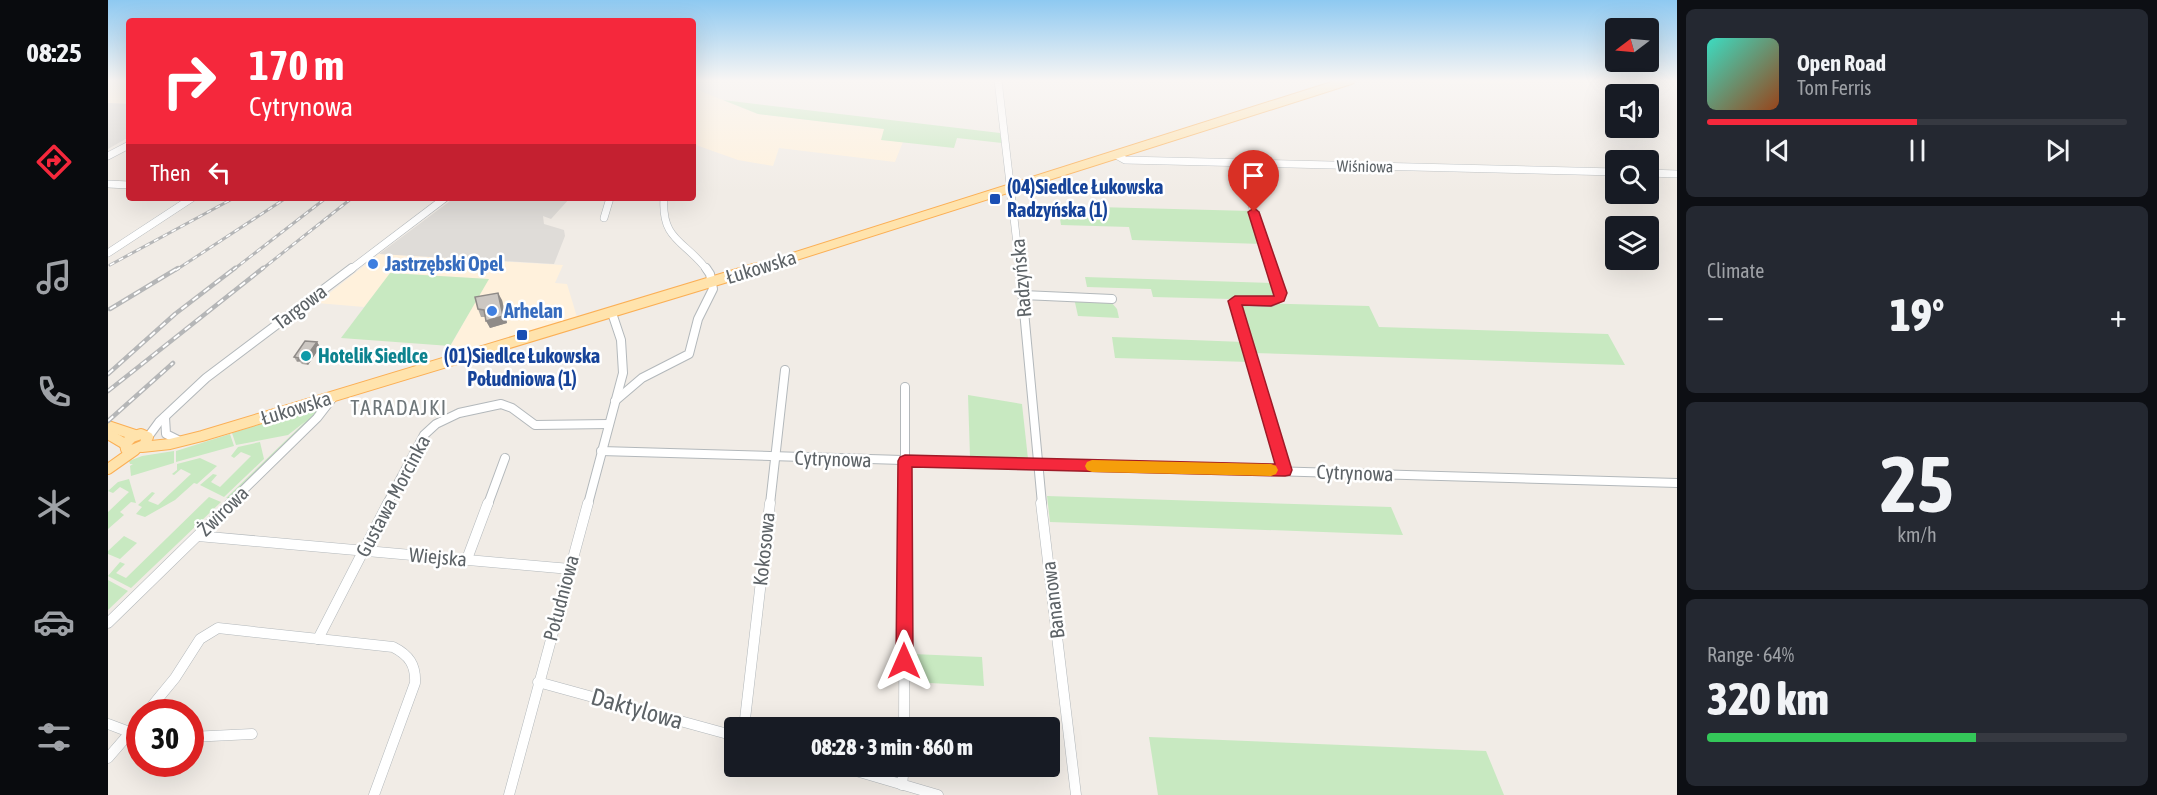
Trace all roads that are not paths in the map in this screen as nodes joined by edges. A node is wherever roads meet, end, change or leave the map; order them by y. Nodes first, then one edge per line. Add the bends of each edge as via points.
1 (1002, 117) edge
2 (1235, 117) edge
3 (126, 147) edge
4 (1116, 155) junction
5 (108, 156) edge
6 (1238, 162) junction
7 (1605, 172) edge
8 (1659, 173) edge
9 (1677, 174) edge
10 (108, 184) edge
11 (126, 186) edge
12 (1010, 188) junction
13 (187, 201) edge
14 (441, 201) edge
15 (609, 201) edge
16 (663, 201) edge
17 (604, 218) dead end
18 (108, 253) edge
19 (713, 282) junction
20 (1023, 295) junction
21 (1112, 298) dead end
22 (612, 313) junction
23 (785, 370) dead end
24 (905, 387) dead end
25 (334, 396) junction
26 (615, 402) junction
27 (1031, 405) joint
28 (162, 419) junction
29 (609, 424) junction
30 (108, 426) edge
31 (108, 435) edge
32 (181, 441) junction
33 (137, 442) junction
34 (601, 451) junction
35 (774, 457) junction
36 (505, 458) dead end
37 (905, 461) junction
38 (1037, 465) junction
39 (108, 467) edge
40 (1285, 470) junction
41 (1677, 483) edge
42 (198, 536) junction
43 (364, 550) junction
44 (467, 559) junction
45 (570, 569) junction
46 (108, 623) edge
47 (318, 639) junction
48 (538, 682) junction
49 (158, 699) edge
50 (745, 717) edge
51 (904, 717) edge
52 (108, 724) edge
53 (126, 731) edge
54 (724, 733) edge
55 (252, 734) dead end
56 (204, 736) edge
57 (126, 742) edge
58 (108, 758) edge
59 (878, 777) edge
60 (903, 777) edge
61 (902, 784) junction
62 (374, 795) edge
63 (509, 795) edge
64 (938, 795) edge
65 (1077, 795) edge

1 - 12 street, Radzyńska
2 - 4 main road, Łukowska
3 - 5 street
4 - 6 street, Wiśniowa via 1125,160
4 - 12 main road, Łukowska
6 - 7 street, Wiśniowa
6 - 40 street via 1281,293 1280,298 1271,302 1235,301
8 - 9 street
10 - 11 street
12 - 19 main road, Łukowska
12 - 20 street, Radzyńska
13 - 18 street
14 - 28 street, Targowa via 207,378
15 - 17 street
16 - 19 street via 664,224
19 - 22 main road, Łukowska
19 - 26 street via 689,354 642,378
20 - 21 street
20 - 27 street, Radzyńska
22 - 25 main road, Łukowska
22 - 26 street, Południowa via 623,351 623,373
23 - 35 street, Kokosowa
24 - 37 street
25 - 32 main road, Łukowska
25 - 42 street, Żwirowa via 317,418
26 - 29 street, Południowa
27 - 38 street, Bananowa
28 - 32 street via 165,435
28 - 33 street, Targowa
29 - 34 street, Południowa
29 - 43 street, Gustawa Morcinka via 535,425 503,404 439,420 418,442
30 - 33 main road, Łukowska
31 - 33 main road
32 - 33 main road, Łukowska
33 - 39 main road
34 - 35 street, Cytrynowa
34 - 45 street, Południowa
35 - 37 street, Cytrynowa
35 - 50 street, Kokosowa
36 - 44 street
37 - 38 street, Cytrynowa
37 - 51 street
38 - 40 street, Cytrynowa
38 - 65 street, Bananowa
40 - 41 street, Cytrynowa
42 - 43 street, Wiejska
42 - 46 street, Żwirowa
43 - 44 street, Wiejska
43 - 47 street, Gustawa Morcinka
44 - 45 street, Wiejska
45 - 48 street, Południowa
47 - 49 street via 224,628 211,631 200,639
47 - 62 street via 393,647 404,651 415,666 414,691
48 - 54 street, Daktylowa
48 - 63 street, Południowa
52 - 53 street
55 - 56 street
57 - 58 street
59 - 61 street
60 - 61 street
61 - 64 street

※ ※ ※

In the data above, how many lines hold the string "Kokosowa"? Give the number by itself.

2